WHAT YOU WILL DO
Across these entries, how many lines contain the word "highway"? Answer with only the number.

**** EXTRACTED ENTRIES ****

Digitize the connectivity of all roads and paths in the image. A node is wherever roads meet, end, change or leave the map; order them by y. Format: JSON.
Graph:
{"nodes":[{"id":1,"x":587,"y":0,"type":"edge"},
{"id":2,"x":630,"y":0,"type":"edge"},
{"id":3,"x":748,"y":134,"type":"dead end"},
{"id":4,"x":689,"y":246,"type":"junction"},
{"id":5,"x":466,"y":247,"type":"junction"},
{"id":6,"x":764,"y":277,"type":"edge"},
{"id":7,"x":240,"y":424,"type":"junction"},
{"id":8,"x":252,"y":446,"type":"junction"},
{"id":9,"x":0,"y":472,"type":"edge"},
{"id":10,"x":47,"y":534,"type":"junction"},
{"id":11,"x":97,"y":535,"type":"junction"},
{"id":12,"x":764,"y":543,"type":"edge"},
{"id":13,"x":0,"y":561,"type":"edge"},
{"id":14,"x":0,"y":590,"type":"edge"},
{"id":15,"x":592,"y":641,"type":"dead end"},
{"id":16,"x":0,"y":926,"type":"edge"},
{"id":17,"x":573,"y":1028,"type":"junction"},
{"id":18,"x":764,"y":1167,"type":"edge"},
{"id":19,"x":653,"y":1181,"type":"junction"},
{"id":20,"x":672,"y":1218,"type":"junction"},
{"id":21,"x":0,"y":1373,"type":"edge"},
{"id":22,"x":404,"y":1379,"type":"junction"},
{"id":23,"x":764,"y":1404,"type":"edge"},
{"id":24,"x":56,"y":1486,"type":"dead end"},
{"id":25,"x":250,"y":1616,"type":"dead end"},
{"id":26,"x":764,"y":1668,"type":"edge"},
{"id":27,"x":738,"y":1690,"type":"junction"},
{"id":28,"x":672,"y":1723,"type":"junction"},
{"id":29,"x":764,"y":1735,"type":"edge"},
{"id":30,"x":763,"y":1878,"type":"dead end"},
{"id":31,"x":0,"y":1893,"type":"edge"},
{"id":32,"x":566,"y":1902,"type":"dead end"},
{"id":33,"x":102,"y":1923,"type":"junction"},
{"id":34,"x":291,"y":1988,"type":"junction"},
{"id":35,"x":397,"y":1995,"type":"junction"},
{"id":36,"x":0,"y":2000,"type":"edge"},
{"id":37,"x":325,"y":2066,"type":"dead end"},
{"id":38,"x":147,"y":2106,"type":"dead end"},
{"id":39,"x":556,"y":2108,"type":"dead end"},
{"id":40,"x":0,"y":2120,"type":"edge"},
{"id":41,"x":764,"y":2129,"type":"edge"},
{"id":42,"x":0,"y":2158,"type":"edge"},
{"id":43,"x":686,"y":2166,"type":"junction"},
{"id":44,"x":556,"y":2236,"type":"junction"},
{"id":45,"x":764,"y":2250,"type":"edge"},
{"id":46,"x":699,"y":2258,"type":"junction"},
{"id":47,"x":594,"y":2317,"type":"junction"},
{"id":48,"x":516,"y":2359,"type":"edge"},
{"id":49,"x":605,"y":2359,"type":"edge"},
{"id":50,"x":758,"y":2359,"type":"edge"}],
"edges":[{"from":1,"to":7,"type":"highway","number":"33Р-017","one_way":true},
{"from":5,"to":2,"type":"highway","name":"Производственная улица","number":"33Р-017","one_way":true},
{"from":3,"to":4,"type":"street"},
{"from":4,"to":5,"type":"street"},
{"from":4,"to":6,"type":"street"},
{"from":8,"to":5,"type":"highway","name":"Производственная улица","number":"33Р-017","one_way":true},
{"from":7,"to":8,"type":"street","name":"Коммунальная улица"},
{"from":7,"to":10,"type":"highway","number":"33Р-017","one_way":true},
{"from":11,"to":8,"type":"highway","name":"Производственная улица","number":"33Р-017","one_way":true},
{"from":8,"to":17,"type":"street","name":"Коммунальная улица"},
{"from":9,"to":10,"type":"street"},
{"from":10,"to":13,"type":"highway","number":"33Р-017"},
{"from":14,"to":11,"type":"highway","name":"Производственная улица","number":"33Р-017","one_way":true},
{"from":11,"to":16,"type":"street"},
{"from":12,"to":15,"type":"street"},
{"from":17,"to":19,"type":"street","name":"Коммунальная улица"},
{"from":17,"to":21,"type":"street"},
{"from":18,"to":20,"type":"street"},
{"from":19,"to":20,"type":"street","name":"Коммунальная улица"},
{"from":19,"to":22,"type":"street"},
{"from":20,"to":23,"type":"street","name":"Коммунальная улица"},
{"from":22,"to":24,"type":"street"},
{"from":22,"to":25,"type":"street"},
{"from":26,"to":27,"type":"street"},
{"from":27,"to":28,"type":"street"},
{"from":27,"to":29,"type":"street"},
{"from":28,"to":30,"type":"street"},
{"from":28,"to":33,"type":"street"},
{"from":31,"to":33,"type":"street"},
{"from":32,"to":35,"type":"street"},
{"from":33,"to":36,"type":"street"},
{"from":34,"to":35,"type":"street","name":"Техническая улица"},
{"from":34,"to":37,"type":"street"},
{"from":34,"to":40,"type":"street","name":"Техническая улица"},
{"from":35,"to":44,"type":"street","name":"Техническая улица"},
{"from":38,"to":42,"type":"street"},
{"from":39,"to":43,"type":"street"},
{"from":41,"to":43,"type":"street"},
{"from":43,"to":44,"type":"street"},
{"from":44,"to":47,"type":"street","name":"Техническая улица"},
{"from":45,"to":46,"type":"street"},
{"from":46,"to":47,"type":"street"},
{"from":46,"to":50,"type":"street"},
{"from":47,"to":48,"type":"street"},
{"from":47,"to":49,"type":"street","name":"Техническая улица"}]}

****

RESPONSE
7